This use case story begins with a fictitious retail company that has a catalog with hundreds of thousands of SKUs, grouped into five market segments:
Their sales demand forecast used for product ordering is based on a manual roll-up of segment managers' estimates, in all sales areas. This roll-up is based on experience and knowledge of local conditions. This process is slow, and often produces incomplete forecasts when staff miss submission deadlines. The company is also experiencing high inventory carrying costs. The estimates of both the area and segment managers and the purchasers tend to overestimate demand in order to avoid stock-outs.
Management wants to add a model-based demand forecasting option to the planning process. They want it to be based on data from their sales order and supply purchasing systems. They were told that estimating individual models for each product is challenging, given the number of SKUs they manage and sales sparsity of many catalog items. The company hired an inventory management consultant who suggested a process called hierarchical forecasting, that is common for organizations with so many products. The consultant also recommended that the company may need new technology to implement the new modeling system.
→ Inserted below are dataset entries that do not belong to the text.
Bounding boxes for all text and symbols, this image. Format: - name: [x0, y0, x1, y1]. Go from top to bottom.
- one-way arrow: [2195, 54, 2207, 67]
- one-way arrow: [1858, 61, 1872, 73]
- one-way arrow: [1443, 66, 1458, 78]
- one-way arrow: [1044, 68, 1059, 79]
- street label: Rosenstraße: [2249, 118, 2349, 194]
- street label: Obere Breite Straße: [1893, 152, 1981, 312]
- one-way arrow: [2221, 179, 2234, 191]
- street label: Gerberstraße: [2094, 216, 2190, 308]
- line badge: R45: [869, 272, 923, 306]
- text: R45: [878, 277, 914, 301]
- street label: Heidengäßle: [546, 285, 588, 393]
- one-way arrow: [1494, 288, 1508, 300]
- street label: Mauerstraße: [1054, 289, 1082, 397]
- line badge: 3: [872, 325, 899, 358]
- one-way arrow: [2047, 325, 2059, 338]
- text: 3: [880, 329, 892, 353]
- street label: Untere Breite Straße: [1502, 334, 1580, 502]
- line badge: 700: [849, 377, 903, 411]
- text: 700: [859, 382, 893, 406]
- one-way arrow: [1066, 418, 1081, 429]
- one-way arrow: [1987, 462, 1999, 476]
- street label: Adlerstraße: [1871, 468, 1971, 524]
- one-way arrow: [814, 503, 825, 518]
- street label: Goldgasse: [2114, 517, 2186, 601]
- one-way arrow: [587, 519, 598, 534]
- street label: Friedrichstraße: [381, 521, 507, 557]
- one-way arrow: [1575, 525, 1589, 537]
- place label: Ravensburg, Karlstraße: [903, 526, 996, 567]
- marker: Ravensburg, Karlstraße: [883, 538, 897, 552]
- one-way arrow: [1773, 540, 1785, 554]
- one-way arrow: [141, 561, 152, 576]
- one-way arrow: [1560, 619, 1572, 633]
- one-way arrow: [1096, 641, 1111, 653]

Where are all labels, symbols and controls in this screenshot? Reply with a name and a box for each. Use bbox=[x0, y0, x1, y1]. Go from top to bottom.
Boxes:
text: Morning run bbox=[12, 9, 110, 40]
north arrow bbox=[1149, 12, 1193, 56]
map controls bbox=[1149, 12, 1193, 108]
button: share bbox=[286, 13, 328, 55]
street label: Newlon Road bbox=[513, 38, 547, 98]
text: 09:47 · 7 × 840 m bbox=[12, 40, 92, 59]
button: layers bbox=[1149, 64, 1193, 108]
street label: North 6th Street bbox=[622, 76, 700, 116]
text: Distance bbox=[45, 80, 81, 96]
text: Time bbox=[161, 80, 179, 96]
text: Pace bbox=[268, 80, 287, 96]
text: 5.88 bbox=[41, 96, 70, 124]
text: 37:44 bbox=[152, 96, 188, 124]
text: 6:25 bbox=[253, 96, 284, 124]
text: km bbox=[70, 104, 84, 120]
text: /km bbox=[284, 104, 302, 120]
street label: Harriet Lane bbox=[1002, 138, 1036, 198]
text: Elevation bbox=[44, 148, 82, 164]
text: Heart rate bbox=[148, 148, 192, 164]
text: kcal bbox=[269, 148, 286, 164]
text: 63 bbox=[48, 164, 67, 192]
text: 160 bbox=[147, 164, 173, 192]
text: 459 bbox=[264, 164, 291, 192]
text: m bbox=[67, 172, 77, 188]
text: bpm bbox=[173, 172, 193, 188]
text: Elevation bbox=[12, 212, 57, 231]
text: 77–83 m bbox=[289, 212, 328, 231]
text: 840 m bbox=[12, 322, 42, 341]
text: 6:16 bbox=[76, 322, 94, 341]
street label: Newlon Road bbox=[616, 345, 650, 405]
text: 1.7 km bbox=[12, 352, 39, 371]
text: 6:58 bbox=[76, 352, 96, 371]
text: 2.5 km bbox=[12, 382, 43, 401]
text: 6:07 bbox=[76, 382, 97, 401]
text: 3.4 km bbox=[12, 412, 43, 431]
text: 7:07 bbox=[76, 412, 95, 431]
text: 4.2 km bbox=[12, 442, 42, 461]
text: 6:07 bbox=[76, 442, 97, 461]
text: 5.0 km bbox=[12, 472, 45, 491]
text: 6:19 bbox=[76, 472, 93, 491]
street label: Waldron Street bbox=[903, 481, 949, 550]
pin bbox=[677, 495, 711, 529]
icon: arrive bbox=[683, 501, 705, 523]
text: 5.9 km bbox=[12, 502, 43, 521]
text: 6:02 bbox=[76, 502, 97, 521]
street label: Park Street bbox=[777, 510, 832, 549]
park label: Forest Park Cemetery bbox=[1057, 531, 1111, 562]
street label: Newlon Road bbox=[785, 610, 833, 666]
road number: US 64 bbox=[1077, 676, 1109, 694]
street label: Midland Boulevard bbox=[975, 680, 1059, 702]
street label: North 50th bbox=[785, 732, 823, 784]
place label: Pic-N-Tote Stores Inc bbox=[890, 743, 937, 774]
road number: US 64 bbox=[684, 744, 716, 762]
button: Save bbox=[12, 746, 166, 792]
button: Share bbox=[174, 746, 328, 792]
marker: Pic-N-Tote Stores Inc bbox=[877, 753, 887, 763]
The company has extensive experience with enterprise-class relational database management systems including a Massively Parallel Processing (MPP) database. They have recently started using a Hadoop Distributed File System (HDFS) data lake to offload some analytics from the overloaded Relational Database Management System (RDBMS). Spark is the most popular tool for accessing data in HDFS. Management wants any new analytics processing programs for the inventory planning system to be developed using primarily Hadoop and Spark, if possible. IT management wants to avoid bringing in new technology silos.